Star Wars 2.0
The entrance to Google’s new Parisian headquarters is a non-descript door on a non-descript street. There is no sign, just a shabby printout saying “Are You Feeling Lucky?” Once the reception buzzes you in, a makeshift cardboard hallway leads you through a leafy courtyard of a sprawling hotel particulier.
Why all the mystery?, I ask my host. Turns out, even without the company name on the façade, random visitors still show up daily to complain about some search result, or try to modify their YouTube account. Unlike most modern companies, proudly shouting their name on any wall they can find, Google belongs to that super-star range of lucky players who do not need extra publicity. Yet their recent social media foray – Social Circle — just got an amazing PR boost, courtesy of their archrival, Facebook .
The full details of the story are yet to emerge, but we already know the remarkable fact that in May 2011 a public relations firm Burson-Marsteller contacted a number of bloggers, asking them to look into “Google’s sweeping violations of web privacy”. The irony here was that the firm in question was perhaps the worst choice for the job. Only a month before the scandal, a talk show host Rachel Maddow spoke of them on her MSNBC show: “Who’s Burson-Marsteller? When evil needs public relations, evil has Burson-Marsteller on speed-dial….When Blackwater killed those 17 Iraqi civilians in Baghdad, they called Burson-Marsteller. When there was a nuclear meltdown at Three-Mile Island, Babcock and Wilcox, who built that plant, called Burson-Marsteller. The Bhopal chemical disaster that killed thousands of people in India, Union Carbide called Burson-Marsteller. Romanian dictator, Nicolae Ceausescu — Burson-Marsteller. The government of Saudi Arabia, three days after 9/11 — Burson-Marsteller.”
Not surprisingly, one of the bloggers got suspicious, and wrote back: “Who is paying for this? (not paying me, but paying you)”. The firm refused to reveal the client, and the blogger went ahead and did what bloggers do: published the whole exchange online. It only took a few days for the “evil” client to emerge, and it was – surprise – Facebook. Clearly somebody didn’t watch MSNBC.. or did they? And why revert to such bizarre war strategy, when you have all the poking power on your hands?
Like no other area of technology, the evolution of Internet is driven by a Marshall McLuhan’s maxim : “If it works, it’s obsolete.” Even a market leader like Facebook or Google cannot stand still – they have to keep reinventing themselves, adding new modules and features to their services to entertain the ever-restless consumer. Like two spiders crawling on one giant web, hoping to get to that same poor fly, the two companies had to collide one day and the PR accident may be just the opening of the World Web War 2.0.

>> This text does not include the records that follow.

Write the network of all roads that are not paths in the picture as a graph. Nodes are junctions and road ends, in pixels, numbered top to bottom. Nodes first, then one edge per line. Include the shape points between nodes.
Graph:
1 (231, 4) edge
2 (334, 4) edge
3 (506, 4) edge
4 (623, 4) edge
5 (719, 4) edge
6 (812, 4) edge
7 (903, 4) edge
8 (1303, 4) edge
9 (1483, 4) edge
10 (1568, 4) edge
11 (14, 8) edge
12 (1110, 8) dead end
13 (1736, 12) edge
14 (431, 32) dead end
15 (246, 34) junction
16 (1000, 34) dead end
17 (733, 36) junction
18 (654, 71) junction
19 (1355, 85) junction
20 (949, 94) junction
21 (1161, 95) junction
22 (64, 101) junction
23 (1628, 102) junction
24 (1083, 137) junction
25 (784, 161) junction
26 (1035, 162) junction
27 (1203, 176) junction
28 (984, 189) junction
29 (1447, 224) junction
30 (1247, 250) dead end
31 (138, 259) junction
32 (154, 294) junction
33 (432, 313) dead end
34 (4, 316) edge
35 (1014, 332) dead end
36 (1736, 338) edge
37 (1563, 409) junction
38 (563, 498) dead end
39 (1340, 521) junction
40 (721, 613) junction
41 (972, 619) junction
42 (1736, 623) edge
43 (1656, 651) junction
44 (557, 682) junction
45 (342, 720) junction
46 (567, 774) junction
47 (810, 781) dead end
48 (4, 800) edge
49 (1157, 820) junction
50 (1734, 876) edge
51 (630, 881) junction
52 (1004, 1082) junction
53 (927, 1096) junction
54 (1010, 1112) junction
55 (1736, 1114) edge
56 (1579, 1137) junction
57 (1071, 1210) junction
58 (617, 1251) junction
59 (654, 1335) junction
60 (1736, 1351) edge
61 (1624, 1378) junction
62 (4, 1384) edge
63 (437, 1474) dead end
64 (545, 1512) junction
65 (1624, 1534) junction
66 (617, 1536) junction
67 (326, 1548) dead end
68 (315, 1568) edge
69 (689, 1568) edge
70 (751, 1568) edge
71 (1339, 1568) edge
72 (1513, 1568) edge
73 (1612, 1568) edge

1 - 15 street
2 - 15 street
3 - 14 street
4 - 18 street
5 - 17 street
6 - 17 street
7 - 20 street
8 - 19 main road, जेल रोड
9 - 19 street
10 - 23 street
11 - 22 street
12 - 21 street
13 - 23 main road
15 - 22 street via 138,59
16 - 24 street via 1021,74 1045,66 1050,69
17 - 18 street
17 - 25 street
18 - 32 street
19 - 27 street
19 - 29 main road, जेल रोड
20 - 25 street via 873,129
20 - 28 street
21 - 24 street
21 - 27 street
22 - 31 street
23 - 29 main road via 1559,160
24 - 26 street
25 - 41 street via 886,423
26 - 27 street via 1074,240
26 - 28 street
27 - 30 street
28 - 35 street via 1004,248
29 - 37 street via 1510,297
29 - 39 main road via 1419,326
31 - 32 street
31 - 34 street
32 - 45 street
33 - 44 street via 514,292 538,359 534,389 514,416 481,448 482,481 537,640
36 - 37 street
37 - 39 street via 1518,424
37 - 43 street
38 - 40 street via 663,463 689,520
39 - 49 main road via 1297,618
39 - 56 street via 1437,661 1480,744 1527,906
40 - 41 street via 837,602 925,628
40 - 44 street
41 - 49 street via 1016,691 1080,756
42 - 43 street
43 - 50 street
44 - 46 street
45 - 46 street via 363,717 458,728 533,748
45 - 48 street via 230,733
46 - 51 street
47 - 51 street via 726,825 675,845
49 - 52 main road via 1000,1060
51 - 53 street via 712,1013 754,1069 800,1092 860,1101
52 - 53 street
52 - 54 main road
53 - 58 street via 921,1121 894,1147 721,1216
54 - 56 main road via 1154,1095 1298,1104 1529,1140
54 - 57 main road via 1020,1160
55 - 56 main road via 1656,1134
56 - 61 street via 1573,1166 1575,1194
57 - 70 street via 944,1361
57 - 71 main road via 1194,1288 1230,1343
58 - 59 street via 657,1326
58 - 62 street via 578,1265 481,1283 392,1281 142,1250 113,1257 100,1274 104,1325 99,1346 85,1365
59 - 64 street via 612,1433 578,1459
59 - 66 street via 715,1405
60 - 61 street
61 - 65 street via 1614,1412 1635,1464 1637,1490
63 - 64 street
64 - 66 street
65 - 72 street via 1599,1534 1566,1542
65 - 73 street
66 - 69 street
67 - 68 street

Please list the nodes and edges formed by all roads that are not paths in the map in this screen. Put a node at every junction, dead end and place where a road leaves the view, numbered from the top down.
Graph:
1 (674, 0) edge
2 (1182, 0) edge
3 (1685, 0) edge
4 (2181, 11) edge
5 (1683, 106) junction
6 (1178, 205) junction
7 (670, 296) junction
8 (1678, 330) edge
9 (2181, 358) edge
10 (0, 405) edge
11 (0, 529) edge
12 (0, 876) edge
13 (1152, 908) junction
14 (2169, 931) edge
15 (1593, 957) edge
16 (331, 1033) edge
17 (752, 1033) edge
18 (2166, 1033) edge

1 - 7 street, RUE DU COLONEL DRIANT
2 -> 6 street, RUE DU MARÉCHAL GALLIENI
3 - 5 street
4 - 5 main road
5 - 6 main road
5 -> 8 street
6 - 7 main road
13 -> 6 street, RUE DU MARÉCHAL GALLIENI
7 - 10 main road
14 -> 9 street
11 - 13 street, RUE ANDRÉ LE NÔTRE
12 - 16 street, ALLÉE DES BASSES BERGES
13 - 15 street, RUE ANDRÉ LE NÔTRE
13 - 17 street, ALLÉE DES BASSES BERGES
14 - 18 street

Like any war, the fight is for the territory – a virtual land, in this case, created by all of us digital peasants, planting our personal data left and right, hoping that something good will grow out of it. What will grow out is the crop of advertising revenues, which this year alone will reach $31 billion – thanks to Web’s increasing ability to personalize and contextualize the ad display, tailoring the ad to the consumer. The stakes are high, and it is no wonder that the two giants are coming after this promised land. While Google was clearly lucky in the first battle, I am certain that Facebook still has a few plug-ins up their sleeve.
Let us be smart, digital citizens, let us not get caught in the cross-fire. That Google question, by the way, comes from a Clint Eastwood line in Dirty Harry: “Do you feel lucky, punk? Well, do you?”